(Items from a data source)
------

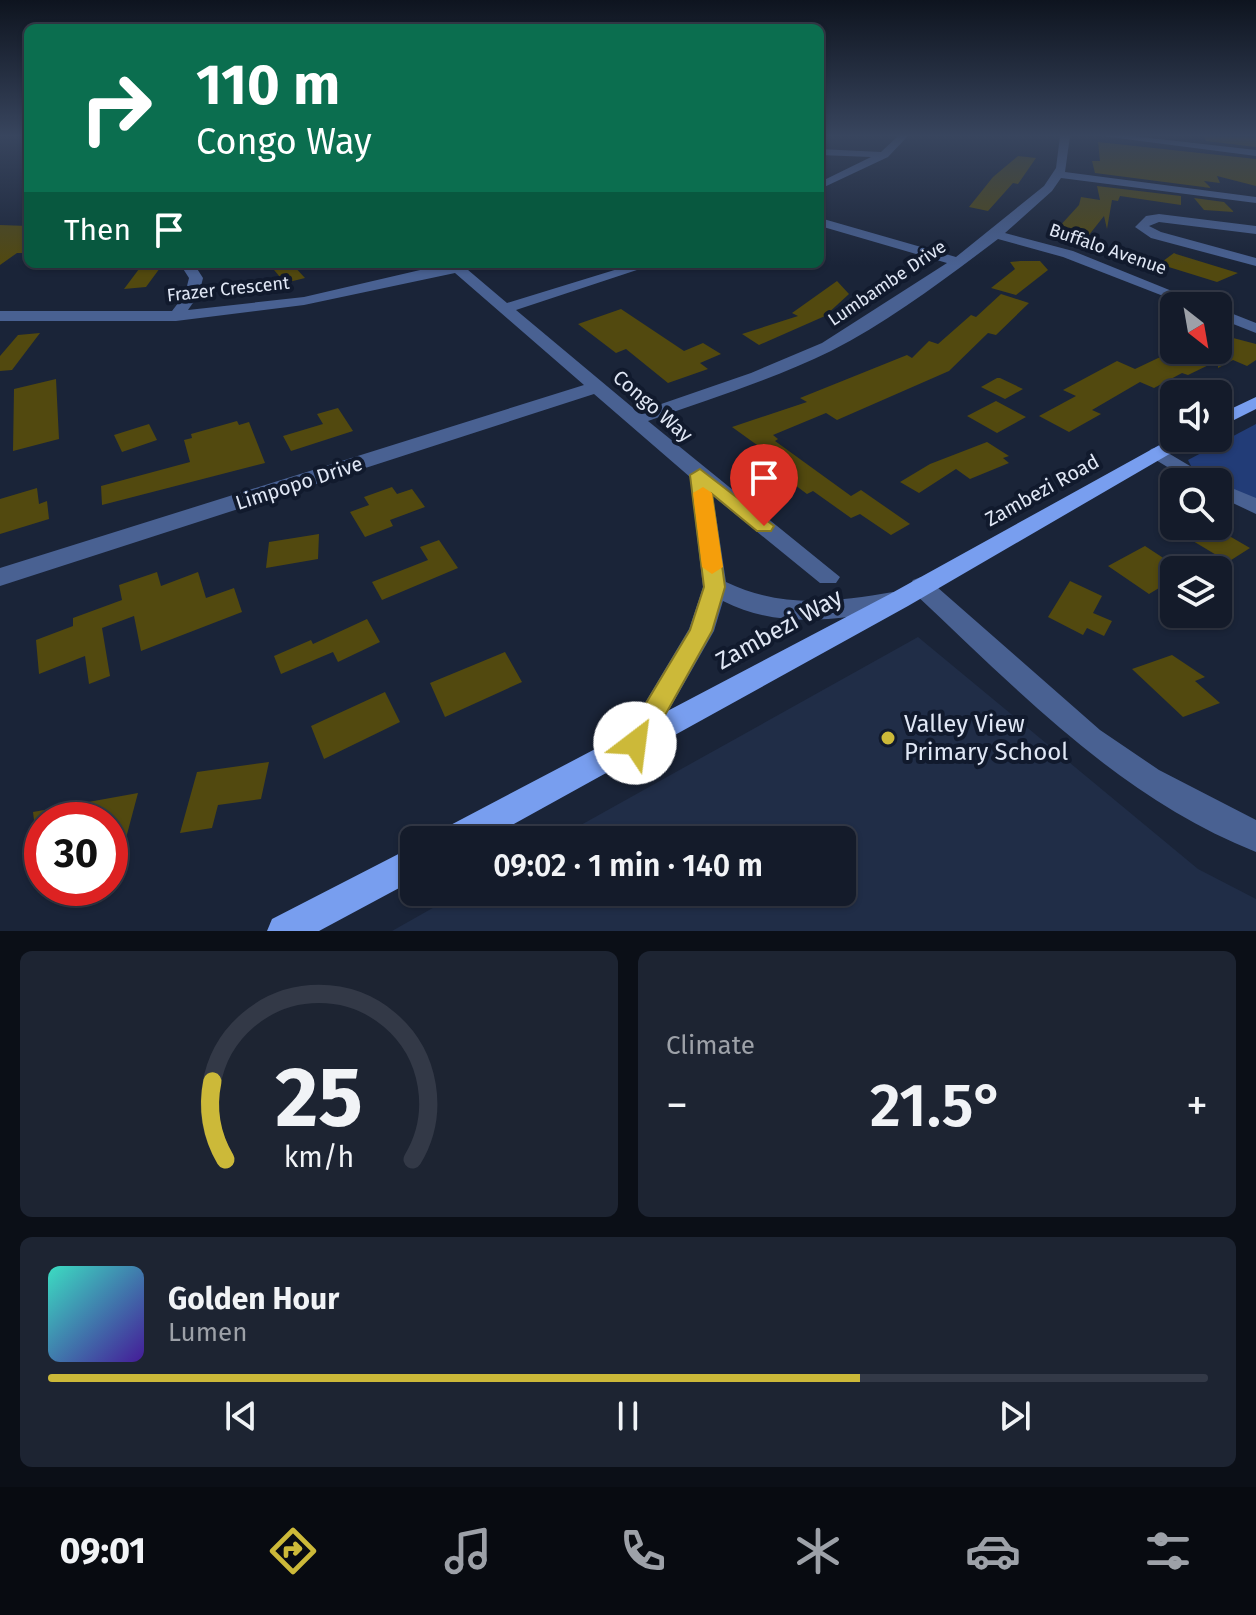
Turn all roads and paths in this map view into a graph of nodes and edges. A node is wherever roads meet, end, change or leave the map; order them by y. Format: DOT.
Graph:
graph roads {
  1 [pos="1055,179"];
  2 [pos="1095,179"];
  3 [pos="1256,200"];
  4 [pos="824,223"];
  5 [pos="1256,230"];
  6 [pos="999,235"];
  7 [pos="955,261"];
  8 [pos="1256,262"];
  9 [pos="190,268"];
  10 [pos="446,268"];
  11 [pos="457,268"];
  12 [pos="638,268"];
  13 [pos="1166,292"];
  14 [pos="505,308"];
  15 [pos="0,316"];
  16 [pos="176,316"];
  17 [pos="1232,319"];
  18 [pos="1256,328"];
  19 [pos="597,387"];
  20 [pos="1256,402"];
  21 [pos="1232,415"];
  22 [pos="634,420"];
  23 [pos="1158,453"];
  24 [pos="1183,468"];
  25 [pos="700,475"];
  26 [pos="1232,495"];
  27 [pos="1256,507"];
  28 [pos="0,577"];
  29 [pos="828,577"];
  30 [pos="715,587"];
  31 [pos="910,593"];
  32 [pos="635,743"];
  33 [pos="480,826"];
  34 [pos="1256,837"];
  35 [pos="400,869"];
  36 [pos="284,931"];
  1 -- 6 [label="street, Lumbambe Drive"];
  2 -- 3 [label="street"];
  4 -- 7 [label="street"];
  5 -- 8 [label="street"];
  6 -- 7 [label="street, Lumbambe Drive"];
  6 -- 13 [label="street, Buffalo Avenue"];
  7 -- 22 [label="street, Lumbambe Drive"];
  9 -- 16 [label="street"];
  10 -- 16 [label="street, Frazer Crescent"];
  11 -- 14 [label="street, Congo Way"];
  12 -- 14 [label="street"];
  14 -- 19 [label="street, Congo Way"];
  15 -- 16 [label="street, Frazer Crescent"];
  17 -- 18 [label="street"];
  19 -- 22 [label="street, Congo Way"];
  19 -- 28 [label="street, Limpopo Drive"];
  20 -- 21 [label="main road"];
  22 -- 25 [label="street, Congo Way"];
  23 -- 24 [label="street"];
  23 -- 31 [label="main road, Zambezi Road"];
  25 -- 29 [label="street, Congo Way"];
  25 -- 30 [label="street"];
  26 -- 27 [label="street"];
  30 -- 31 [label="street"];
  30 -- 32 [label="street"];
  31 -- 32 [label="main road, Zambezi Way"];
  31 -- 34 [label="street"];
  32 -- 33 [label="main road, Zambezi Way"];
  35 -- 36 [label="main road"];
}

------

Problem details >> In the data above, which lines include "Congo"? Return those lines.

Solution >>
  11 -- 14 [label="street, Congo Way"];
  14 -- 19 [label="street, Congo Way"];
  19 -- 22 [label="street, Congo Way"];
  22 -- 25 [label="street, Congo Way"];
  25 -- 29 [label="street, Congo Way"];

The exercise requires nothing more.